WORK REQUIRED: Scan the data below and pick out the lines containing the word "main".

=== RECORDS ===

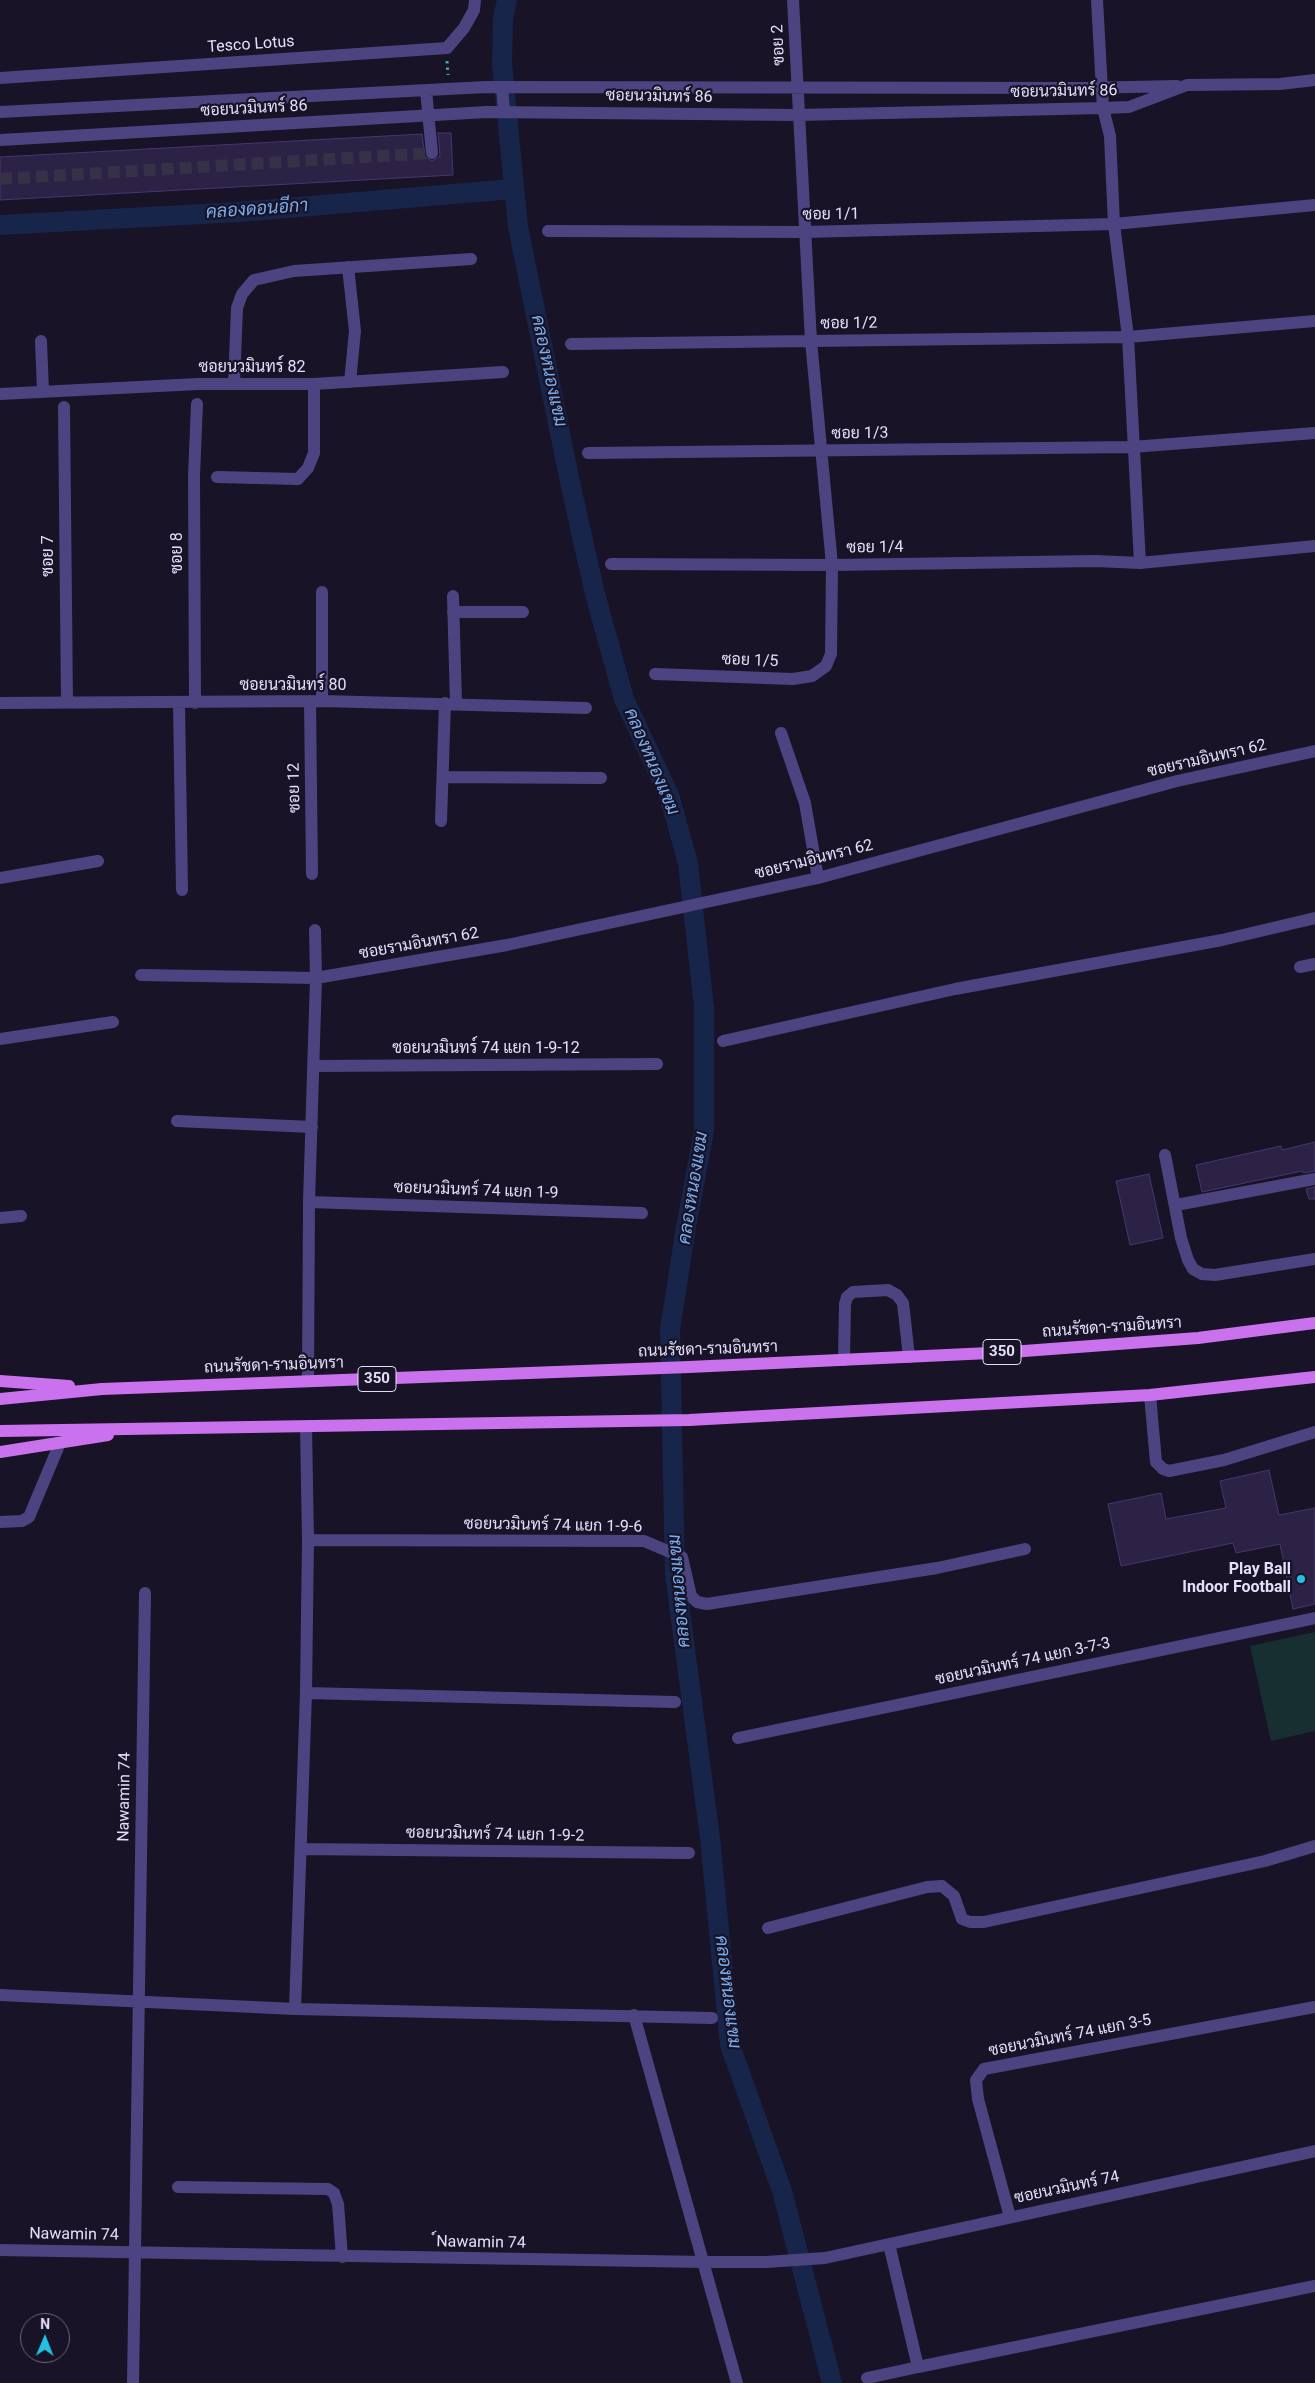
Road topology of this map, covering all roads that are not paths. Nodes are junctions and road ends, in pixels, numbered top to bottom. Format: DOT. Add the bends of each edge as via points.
graph roads {
  1 [pos="475,0"];
  2 [pos="793,0"];
  3 [pos="1097,0"];
  4 [pos="0,78"];
  5 [pos="1315,80"];
  6 [pos="1187,86"];
  7 [pos="502,87"];
  8 [pos="1102,87"];
  9 [pos="796,88"];
  10 [pos="426,90"];
  11 [pos="1103,108"];
  12 [pos="0,112"];
  13 [pos="504,112"];
  14 [pos="798,115"];
  15 [pos="428,116"];
  16 [pos="0,140"];
  17 [pos="432,153"];
  18 [pos="1315,205"];
  19 [pos="1114,224"];
  20 [pos="548,231"];
  21 [pos="805,232"];
  22 [pos="471,259"];
  23 [pos="348,267"];
  24 [pos="1315,321"];
  25 [pos="1128,337"];
  26 [pos="41,341"];
  27 [pos="811,341"];
  28 [pos="571,344"];
  29 [pos="503,372"];
  30 [pos="350,382"];
  31 [pos="234,384"];
  32 [pos="314,384"];
  33 [pos="42,392"];
  34 [pos="0,394"];
  35 [pos="197,404"];
  36 [pos="64,408"];
  37 [pos="1315,432"];
  38 [pos="1132,447"];
  39 [pos="823,451"];
  40 [pos="588,453"];
  41 [pos="217,477"];
  42 [pos="1315,546"];
  43 [pos="1140,563"];
  44 [pos="611,564"];
  45 [pos="832,565"];
  46 [pos="322,592"];
  47 [pos="452,596"];
  48 [pos="453,612"];
  49 [pos="523,612"];
  50 [pos="831,654"];
  51 [pos="655,674"];
  52 [pos="316,701"];
  53 [pos="0,703"];
  54 [pos="66,703"];
  55 [pos="195,703"];
  56 [pos="179,704"];
  57 [pos="450,704"];
  58 [pos="586,708"];
  59 [pos="781,733"];
  60 [pos="1315,751"];
  61 [pos="443,777"];
  62 [pos="601,778"];
  63 [pos="441,821"];
  64 [pos="98,861"];
  65 [pos="312,874"];
  66 [pos="0,878"];
  67 [pos="818,878"];
  68 [pos="182,890"];
  69 [pos="1315,918"];
  70 [pos="315,930"];
  71 [pos="1315,964"];
  72 [pos="1300,967"];
  73 [pos="141,975"];
  74 [pos="316,978"];
  75 [pos="113,1022"];
  76 [pos="0,1038"];
  77 [pos="723,1041"];
  78 [pos="657,1064"];
  79 [pos="314,1066"];
  80 [pos="177,1121"];
  81 [pos="312,1126"];
  82 [pos="1165,1155"];
  83 [pos="1315,1179"];
  84 [pos="309,1202"];
  85 [pos="1176,1205"];
  86 [pos="642,1213"];
  87 [pos="21,1216"];
  88 [pos="0,1218"];
  89 [pos="1315,1259"];
  90 [pos="1315,1323"];
  91 [pos="909,1357"];
  92 [pos="844,1360"];
  93 [pos="1315,1377"];
  94 [pos="0,1381"];
  95 [pos="308,1381"];
  96 [pos="102,1389"];
  97 [pos="1150,1394"];
  98 [pos="0,1399"];
  99 [pos="306,1427"];
  100 [pos="150,1428"];
  101 [pos="0,1431"];
  102 [pos="1315,1432"];
  103 [pos="60,1444"];
  104 [pos="0,1452"];
  105 [pos="0,1522"];
  106 [pos="308,1540"];
  107 [pos="1025,1549"];
  108 [pos="145,1593"];
  109 [pos="1315,1618"];
  110 [pos="306,1693"];
  111 [pos="675,1702"];
  112 [pos="738,1738"];
  113 [pos="1315,1846"];
  114 [pos="301,1850"];
  115 [pos="689,1853"];
  116 [pos="768,1928"];
  117 [pos="0,1995"];
  118 [pos="137,2002"];
  119 [pos="1315,2006"];
  120 [pos="295,2009"];
  121 [pos="634,2015"];
  122 [pos="712,2018"];
  123 [pos="1315,2151"];
  124 [pos="178,2187"];
  125 [pos="1010,2217"];
  126 [pos="889,2244"];
  127 [pos="0,2250"];
  128 [pos="137,2252"];
  129 [pos="342,2257"];
  130 [pos="825,2258"];
  131 [pos="704,2262"];
  132 [pos="1315,2286"];
  133 [pos="918,2367"];
  134 [pos="867,2378"];
  135 [pos="133,2383"];
  136 [pos="737,2383"];
  1 -- 4 [label="street, Tesco Lotus" via="474,10 464,28 447,48"];
  2 -- 9 [label="street, ซอย 2"];
  3 -- 8 [label="street"];
  5 -- 6 [label="street, ซอยนวมินทร์ 86"];
  6 -- 8 [label="street, ซอยนวมินทร์ 86"];
  6 -- 11 [label="street, ซอยนวมินทร์ 86" via="1129,106"];
  7 -- 9 [label="street, ซอยนวมินทร์ 86"];
  7 -- 10 [label="street, ซอยนวมินทร์ 86"];
  7 -- 13 [label="street"];
  8 -- 9 [label="street, ซอยนวมินทร์ 86"];
  8 -- 11 [label="street"];
  9 -- 14 [label="street, ซอย 2"];
  10 -- 12 [label="street, ซอยนวมินทร์ 86"];
  10 -- 15 [label="street"];
  11 -- 14 [label="street, ซอยนวมินทร์ 86"];
  11 -- 19 [label="street" via="1110,136"];
  13 -- 14 [label="street, ซอยนวมินทร์ 86"];
  13 -- 15 [label="street, ซอยนวมินทร์ 86"];
  14 -- 21 [label="street, ซอย 2"];
  15 -- 16 [label="street, ซอยนวมินทร์ 86"];
  15 -- 17 [label="street"];
  18 -- 19 [label="street, ซอย 1/1"];
  19 -- 21 [label="street, ซอย 1/1"];
  19 -- 25 [label="street"];
  20 -- 21 [label="street, ซอย 1/1"];
  21 -- 27 [label="street, ซอย 2"];
  22 -- 23 [label="street"];
  23 -- 30 [label="street" via="355,331"];
  23 -- 31 [label="street" via="294,271 254,280 242,294 237,308"];
  24 -- 25 [label="street, ซอย 1/2"];
  25 -- 27 [label="street, ซอย 1/2"];
  25 -- 38 [label="street"];
  26 -- 33 [label="street"];
  27 -- 28 [label="street, ซอย 1/2"];
  27 -- 39 [label="street, ซอย 2"];
  29 -- 30 [label="street, ซอยนวมินทร์ 82"];
  30 -- 32 [label="street, ซอยนวมินทร์ 82"];
  31 -- 32 [label="street, ซอยนวมินทร์ 82"];
  31 -- 33 [label="street, ซอยนวมินทร์ 82"];
  32 -- 41 [label="street" via="314,453 308,468 298,479"];
  33 -- 34 [label="street, ซอยนวมินทร์ 82"];
  35 -- 55 [label="street, ซอย 8" via="194,476"];
  36 -- 54 [label="street, ซอย 7"];
  37 -- 38 [label="street, ซอย 1/3"];
  38 -- 39 [label="street, ซอย 1/3"];
  38 -- 43 [label="street"];
  39 -- 40 [label="street, ซอย 1/3"];
  39 -- 45 [label="street, ซอย 2"];
  42 -- 43 [label="street, ซอย 1/4"];
  43 -- 45 [label="street, ซอย 1/4"];
  44 -- 45 [label="street, ซอย 1/4"];
  45 -- 50 [label="street, ซอย 2"];
  46 -- 52 [label="street, ซอย 12"];
  47 -- 48 [label="street"];
  48 -- 49 [label="street"];
  48 -- 57 [label="street"];
  50 -- 51 [label="street, ซอย 1/5" via="826,666 812,676 793,679"];
  52 -- 55 [label="street, ซอยนวมินทร์ 80"];
  52 -- 57 [label="street, ซอยนวมินทร์ 80"];
  52 -- 65 [label="street, ซอย 12"];
  53 -- 54 [label="street, ซอยนวมินทร์ 80"];
  54 -- 56 [label="street, ซอยนวมินทร์ 80"];
  55 -- 56 [label="street, ซอยนวมินทร์ 80"];
  56 -- 68 [label="street"];
  57 -- 58 [label="street, ซอยนวมินทร์ 80"];
  57 -- 61 [label="street"];
  59 -- 67 [label="street" via="804,803"];
  60 -- 67 [label="street, ซอยรามอินทรา 62" via="1177,781"];
  61 -- 62 [label="street"];
  61 -- 63 [label="street"];
  64 -- 66 [label="street"];
  67 -- 74 [label="street, ซอยรามอินทรา 62" via="507,945"];
  69 -- 77 [label="street" via="1222,940 955,989"];
  70 -- 74 [label="street"];
  71 -- 72 [label="street"];
  73 -- 74 [label="street, ซอยรามอินทรา 62"];
  74 -- 79 [label="street"];
  75 -- 76 [label="street"];
  78 -- 79 [label="street, ซอยนวมินทร์ 74 แยก 1-9-12"];
  79 -- 81 [label="street"];
  80 -- 81 [label="street"];
  81 -- 84 [label="street"];
  82 -- 85 [label="street"];
  83 -- 85 [label="street"];
  84 -- 86 [label="street, ซอยนวมินทร์ 74 แยก 1-9"];
  84 -- 95 [label="street"];
  85 -- 89 [label="street" via="1188,1260 1193,1269 1202,1274 1215,1275"];
  87 -- 88 [label="street"];
  90 -- 91 [label="main road, ถนนรัชดา-รามอินทรา / 350" via="1198,1338"];
  91 -- 92 [label="main road, ถนนรัชดา-รามอินทรา / 350"];
  91 -- 92 [label="street" via="903,1303 888,1290 853,1292 845,1304"];
  92 -- 95 [label="main road, ถนนรัชดา-รามอินทรา / 350"];
  93 -- 97 [label="main road"];
  94 -- 96 [label="main road, ถนนรัชดา-รามอินทรา / 350"];
  95 -- 96 [label="main road, ถนนรัชดา-รามอินทรา / 350"];
  96 -- 98 [label="main road, ถนนรัชดา-รามอินทรา / 350"];
  97 -- 99 [label="main road" via="689,1420"];
  97 -- 102 [label="street" via="1156,1462 1169,1471 1224,1460"];
  99 -- 100 [label="main road"];
  99 -- 106 [label="street"];
  100 -- 101 [label="main road"];
  100 -- 103 [label="main road"];
  103 -- 104 [label="main road"];
  103 -- 105 [label="street" via="29,1518"];
  106 -- 107 [label="street, ซอยนวมินทร์ 74 แยก 1-9-6" via="644,1541 682,1556 691,1596 696,1602 707,1604 937,1568"];
  106 -- 110 [label="street"];
  108 -- 118 [label="street, Nawamin 74"];
  109 -- 112 [label="street, ซอยนวมินทร์ 74 แยก 3-7-3"];
  110 -- 111 [label="street"];
  110 -- 114 [label="street"];
  113 -- 116 [label="street" via="1265,1861 984,1922 962,1919 954,1896 942,1886 927,1887"];
  114 -- 115 [label="street, ซอยนวมินทร์ 74 แยก 1-9-2"];
  114 -- 120 [label="street"];
  117 -- 118 [label="street"];
  118 -- 120 [label="street"];
  118 -- 128 [label="street, Nawamin 74"];
  119 -- 125 [label="street, ซอยนวมินทร์ 74 แยก 3-5" via="984,2069 976,2080 978,2098"];
  120 -- 121 [label="street"];
  121 -- 122 [label="street"];
  121 -- 131 [label="street"];
  123 -- 125 [label="street, ซอยนวมินทร์ 74"];
  124 -- 129 [label="street" via="328,2189 334,2193 338,2204"];
  125 -- 126 [label="street, ซอยนวมินทร์ 74"];
  126 -- 130 [label="street, ซอยนวมินทร์ 74"];
  126 -- 133 [label="street"];
  127 -- 128 [label="street, Nawamin 74"];
  128 -- 129 [label="street, ์Nawamin 74"];
  128 -- 135 [label="street"];
  129 -- 131 [label="street, ์Nawamin 74"];
  130 -- 131 [label="street, ์Nawamin 74"];
  131 -- 136 [label="street"];
  132 -- 133 [label="street"];
  133 -- 134 [label="street"];
}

===

RESPONSE FOR THIS EXERCISE:
  90 -- 91 [label="main road, ถนนรัชดา-รามอินทรา / 350" via="1198,1338"];
  91 -- 92 [label="main road, ถนนรัชดา-รามอินทรา / 350"];
  92 -- 95 [label="main road, ถนนรัชดา-รามอินทรา / 350"];
  93 -- 97 [label="main road"];
  94 -- 96 [label="main road, ถนนรัชดา-รามอินทรา / 350"];
  95 -- 96 [label="main road, ถนนรัชดา-รามอินทรา / 350"];
  96 -- 98 [label="main road, ถนนรัชดา-รามอินทรา / 350"];
  97 -- 99 [label="main road" via="689,1420"];
  99 -- 100 [label="main road"];
  100 -- 101 [label="main road"];
  100 -- 103 [label="main road"];
  103 -- 104 [label="main road"];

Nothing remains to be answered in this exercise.